New York Times, weekly
Daughters of Reykjavík: The Podcast
Iceland’s nine-piece, female hip-hop collective got halfway through their debut podcast before the virus hit. Each week they took on a topic raised by a song on their new album Soft Spot, touching on narcissism, feminism and sexism. Guests include duo Ider and Of Monsters and Men’s Nanna Bryndís Hilmarsdóttir.
Acast, weekly
Films
Da 5 Bloods (No cert)
(Spike Lee,) 154 mins,
London-born Delroy Lindo makes his fourth appearance in a Spike Lee film as one of a group of African-American Vietnam vets who return to find out what happened to their squad leader. Another prestige production for Netflix, who will be hoping this gets the reach of Lee’s last film BlacKkKlansman, which ended up with six Oscar nominations.
Netflix
The King of Staten Island (15)
(Judd Apatow) 137 mins
Like his last film, the Amy Schumer-starring Trainwreck, Judd Apatow unites with a fresh comic talent. SNL’s Pete Davidson co-writes and stars in an autobiographical film about a kid whose life is upturned by the death of his firefighter dad.
Digital platforms
Daisies (15)
(Věra Chytilová) 76 mins
Second Run, the DVD label that specialises in the more esoteric elements of world cinema, has launched its own on-demand platform. Pick of the bunch is probably this key 1966 film from the Czech new wave – more obviously quirky than the likes of The Fireman’s Ball or Closely Observed Trains, but fun and watchable nonetheless.
Second Run
Artemis Fowl (No cert)
(Kenneth Branagh) 94 mins
A streaming debut for this putative franchise-starter based on the kidulty fantasy novels by Eoin Colfer.
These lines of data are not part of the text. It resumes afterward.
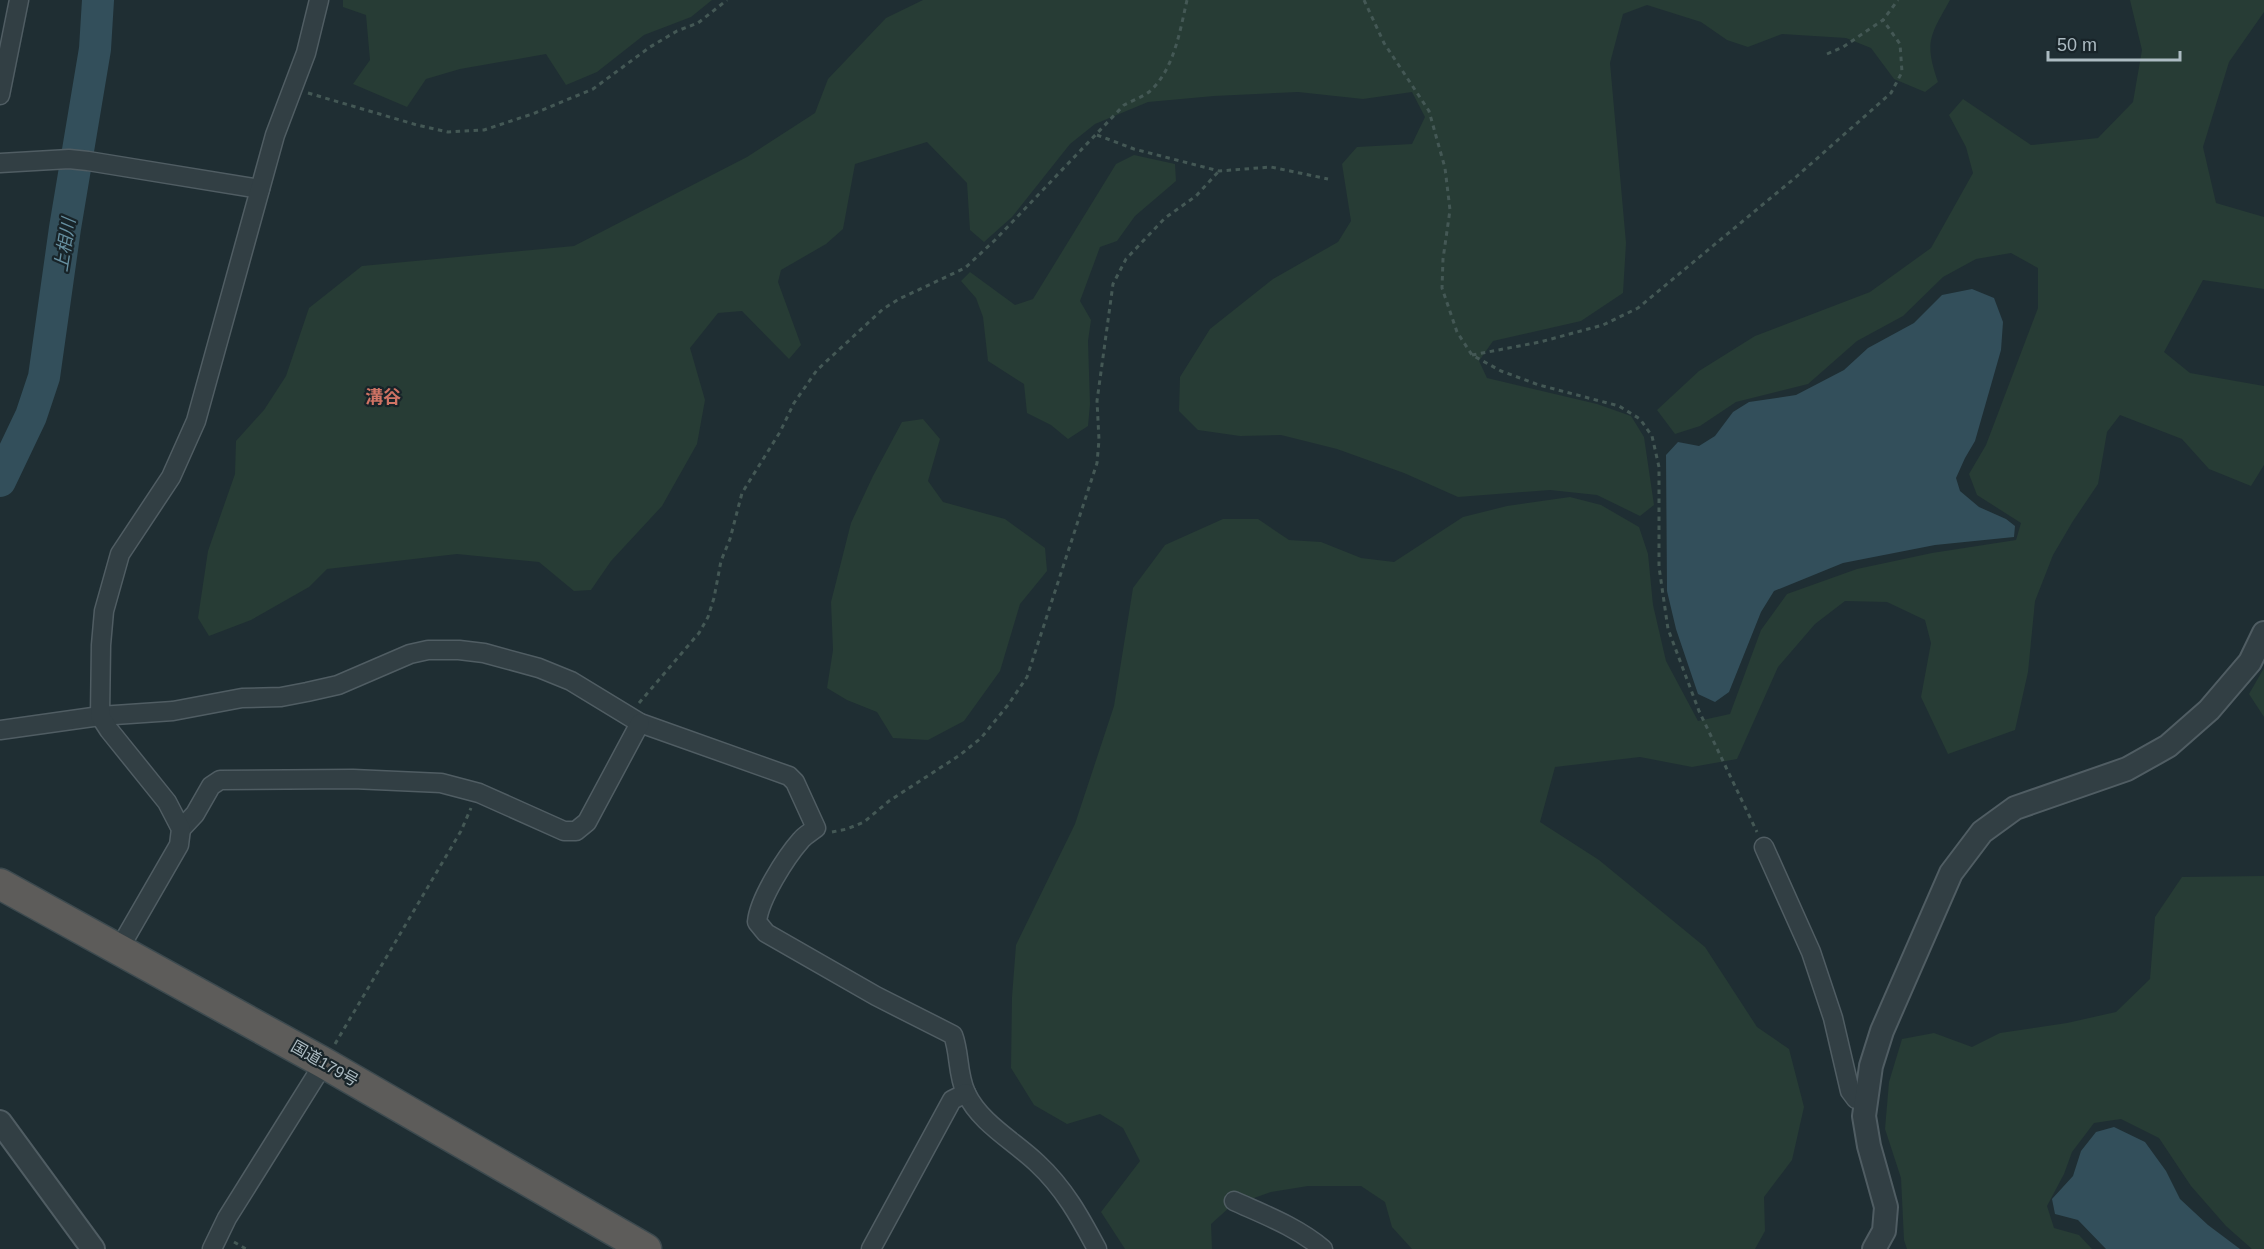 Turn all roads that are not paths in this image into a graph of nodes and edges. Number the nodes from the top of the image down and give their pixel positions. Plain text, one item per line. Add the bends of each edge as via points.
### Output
1 (19, 0) edge
2 (319, 0) edge
3 (0, 95) edge
4 (0, 163) edge
5 (260, 189) junction
6 (2264, 633) edge
7 (100, 716) junction
8 (634, 720) junction
9 (0, 730) edge
10 (180, 829) junction
11 (1764, 847) road end
12 (0, 884) edge
13 (119, 949) junction
14 (324, 1063) junction
15 (966, 1093) junction
16 (1865, 1100) junction
17 (0, 1122) edge
18 (1234, 1201) dead end
19 (93, 1249) edge
20 (212, 1249) edge
21 (646, 1249) edge
22 (872, 1249) edge
23 (1097, 1249) edge
24 (1323, 1249) edge
25 (1874, 1249) edge

1 - 3 street
2 - 5 street via 306,53 275,135
4 - 5 street via 69,159
5 - 7 street via 196,421 171,477 120,554 104,611
6 - 16 street via 2250,662 2208,710 2168,746 2127,769 2015,808 1982,832 1951,873 1911,963 1882,1031
7 - 8 street via 173,711 242,698 281,697 338,686 410,654 459,650 484,653 571,681
7 - 9 street
7 - 10 street via 167,802
8 - 10 street via 587,822 576,831 564,831 479,793 441,783 353,778 219,780
8 - 15 street via 789,776 795,782 816,828 802,838 766,892 757,922 766,933 952,1035
10 - 13 street via 179,845
11 - 16 street via 1811,952 1833,1018 1850,1091 1856,1099
12 - 13 highway, 国道179号
13 - 14 highway, 国道179号
14 - 20 street via 227,1218
14 - 21 highway, 国道179号
15 - 22 street via 952,1101
15 - 23 street via 986,1120 1061,1188
16 - 25 street via 1869,1146 1886,1207 1884,1231
17 - 19 street
18 - 24 street via 1278,1221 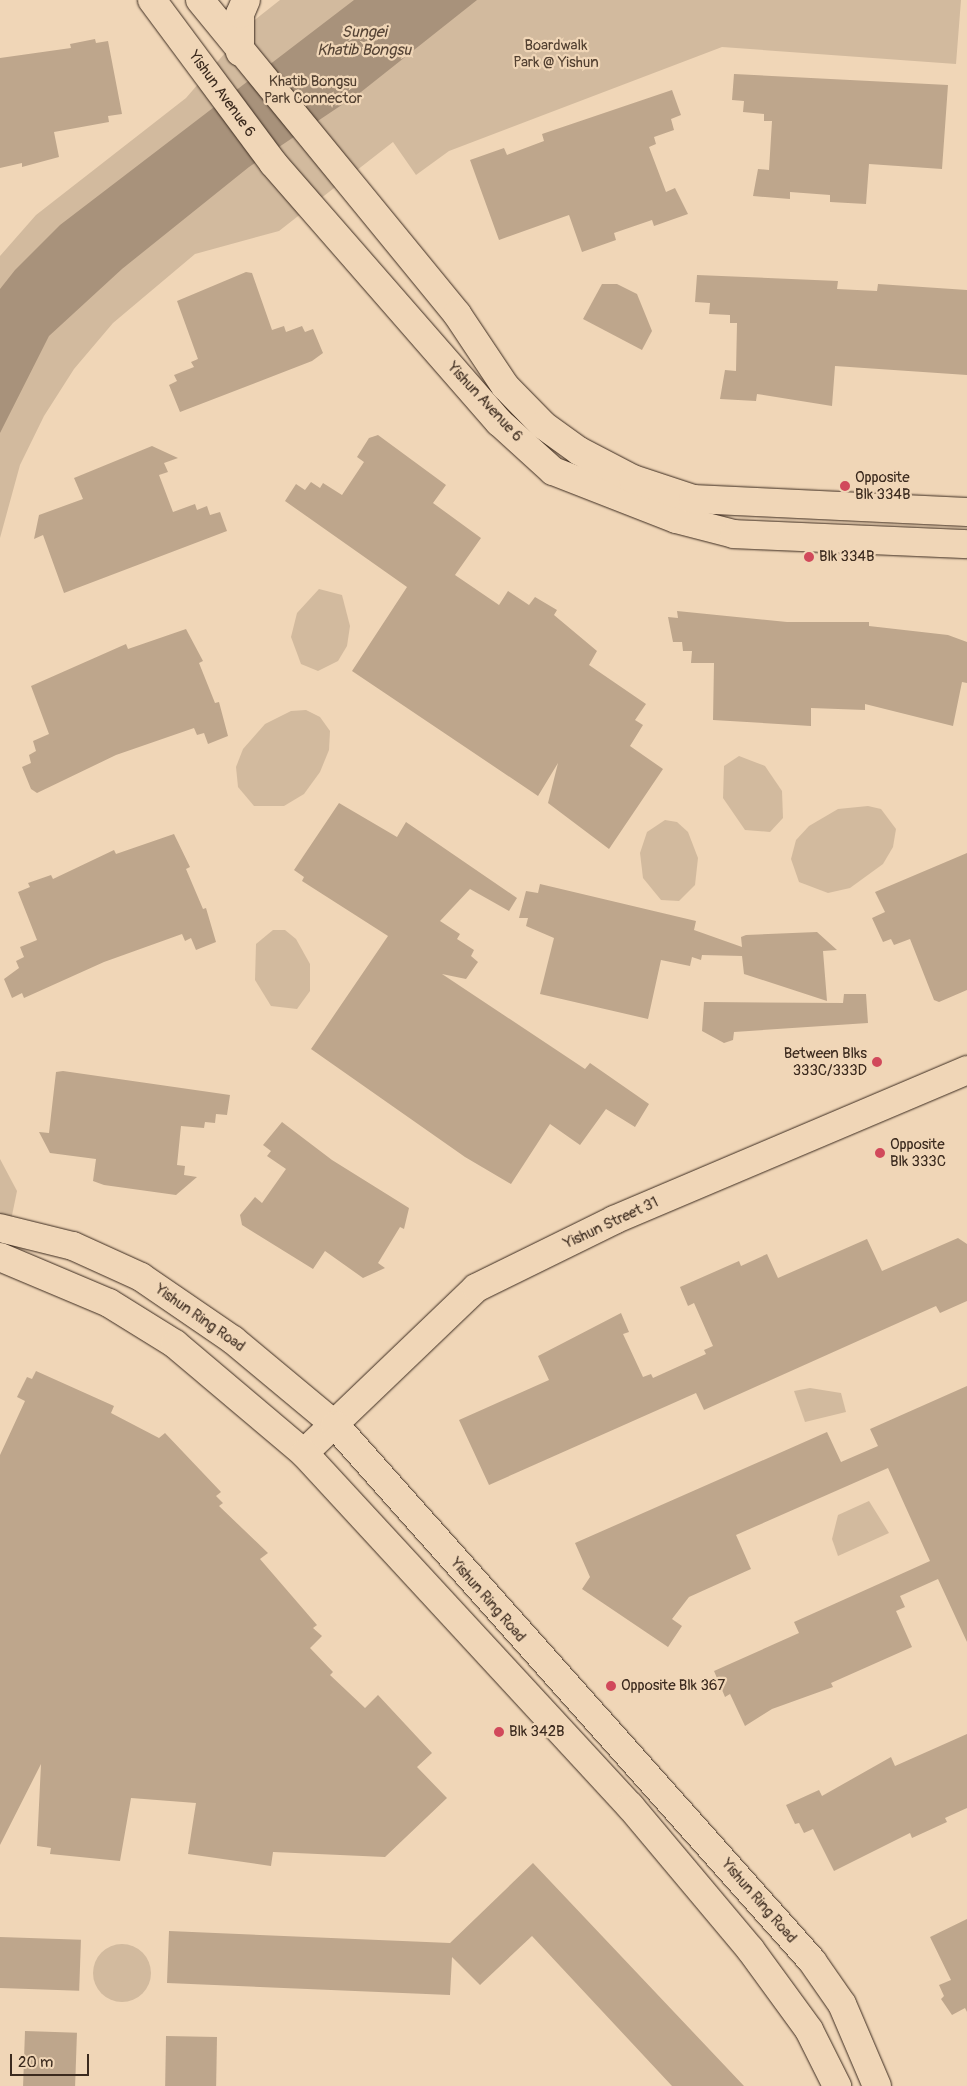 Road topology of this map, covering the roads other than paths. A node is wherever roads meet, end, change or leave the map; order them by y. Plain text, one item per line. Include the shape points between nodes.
1 (152, 0) edge
2 (200, 0) edge
3 (246, 0) edge
4 (244, 56) junction
5 (967, 512) edge
6 (967, 544) edge
7 (967, 1070) edge
8 (0, 1228) edge
9 (0, 1257) edge
10 (233, 1340) junction
11 (208, 1370) junction
12 (335, 1425) junction
13 (304, 1453) junction
14 (837, 2086) edge
15 (877, 2086) edge

1 - 6 main road, Yishun Avenue 6 via 282,174 499,422 553,470 676,519 734,534
2 - 4 main road, Yishun Avenue 6
3 - 4 main road via 240,14
4 - 5 main road, Yishun Avenue 6 via 457,314 505,386 543,425 579,451 634,479 693,499
7 - 12 main road, Yishun Street 31 via 614,1220 476,1288
8 - 10 main road, Yishun Ring Road via 110,1259
9 - 11 main road via 109,1303
10 - 11 main road
10 - 12 main road, Yishun Ring Road
11 - 13 main road
12 - 13 main road, Yishun Street 31
12 - 15 main road, Yishun Ring Road via 812,1961 842,2004
13 - 14 main road via 630,1806 731,1926 809,2030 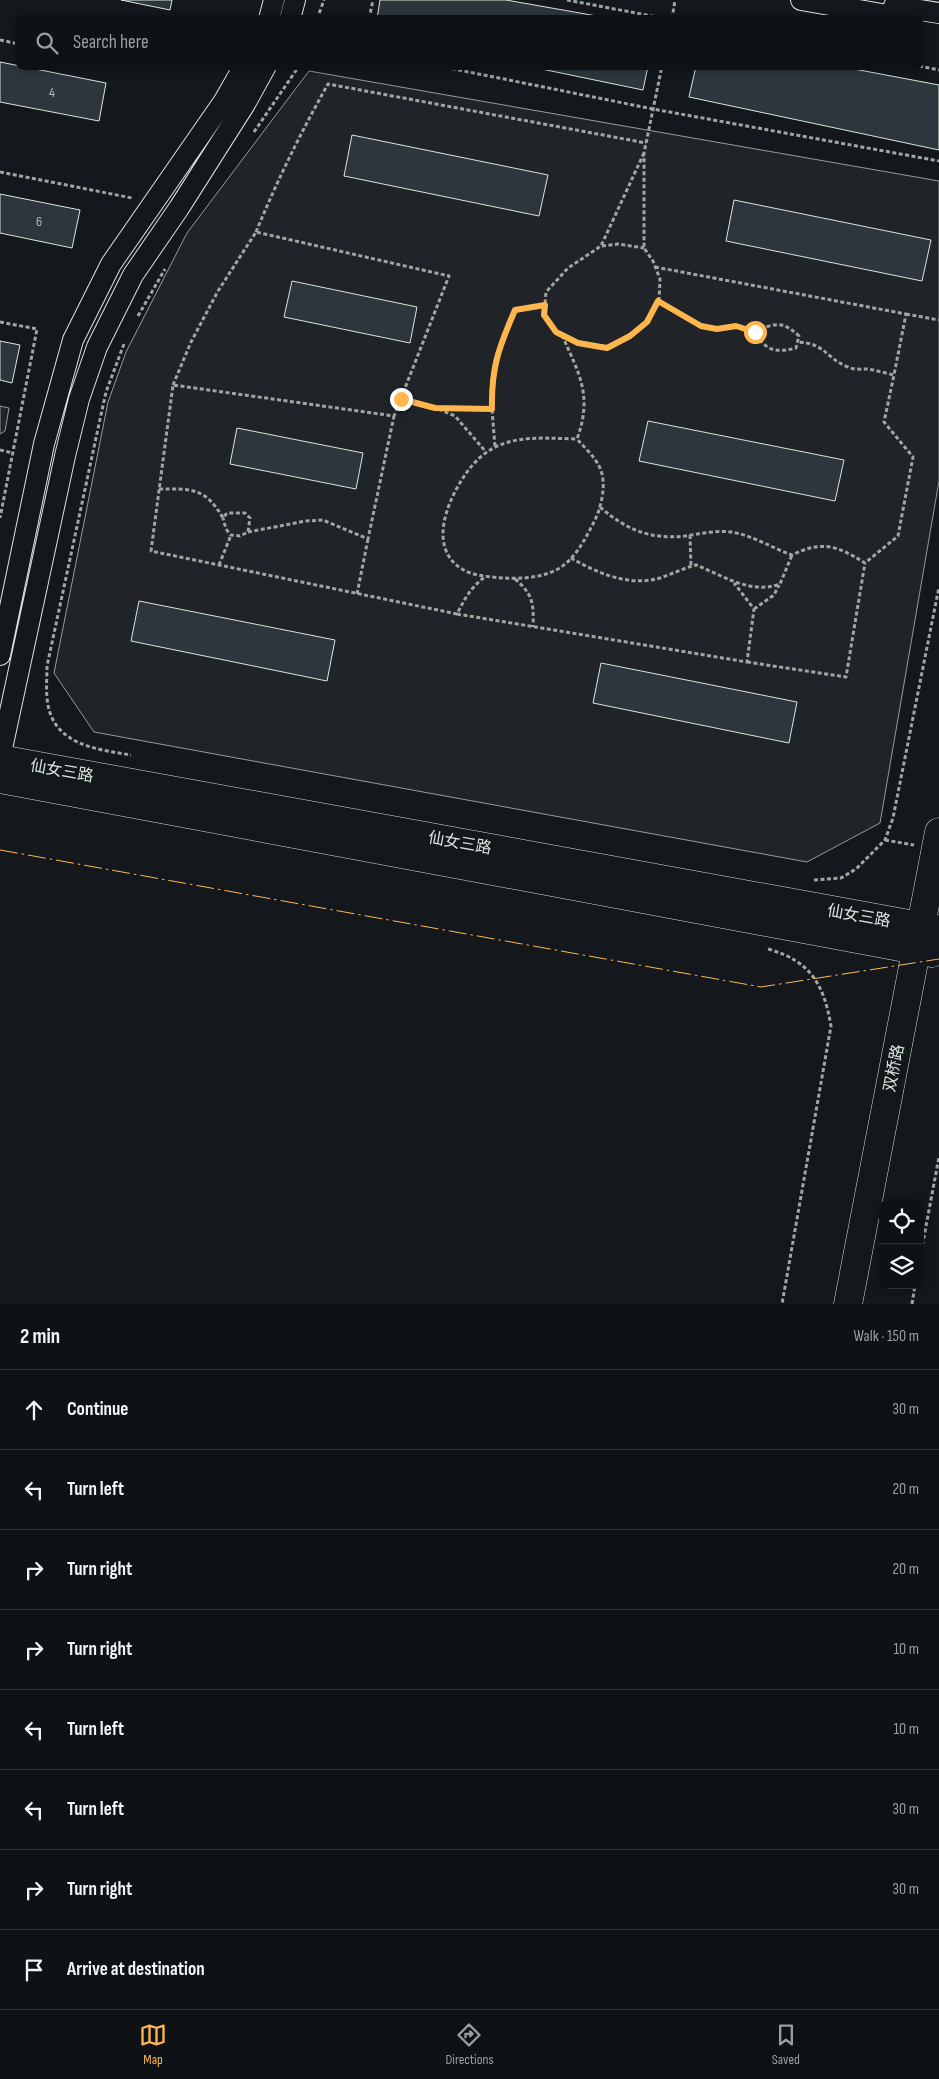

Ferdia Shaw plays the 12-year-old “criminal mastermind” aiming to track down his equally criminal mastermind dad (Colin Farrell).
Disney+
You Don’t Nomi (18)
(Jeffrey McHale) 94 mins
Showgirls was supposed to be the blockbusting reunion of Basic Instinct’s Joe Eszterhas and Paul Verhoeven; instead, it was ridiculed before evolving into a trash classic. McHale tries to establish whether, in fact, it’s any good.
Digital platforms
The Handmaiden (18)
(Park Chan-wook) 168 mins
A gloriously twisty, erotic psychodrama from the Vengeance Trilogy director Park Chan-wook. Adapted from Sarah Waters’s Fingersmith, it moves the action from Victorian London to 1930s colonial Korea, where conwoman Sook-hee (Kim Tae-ri) inveigles her way into the home of a horrible old pornographer and his niece Hideko (Kim Min-hee).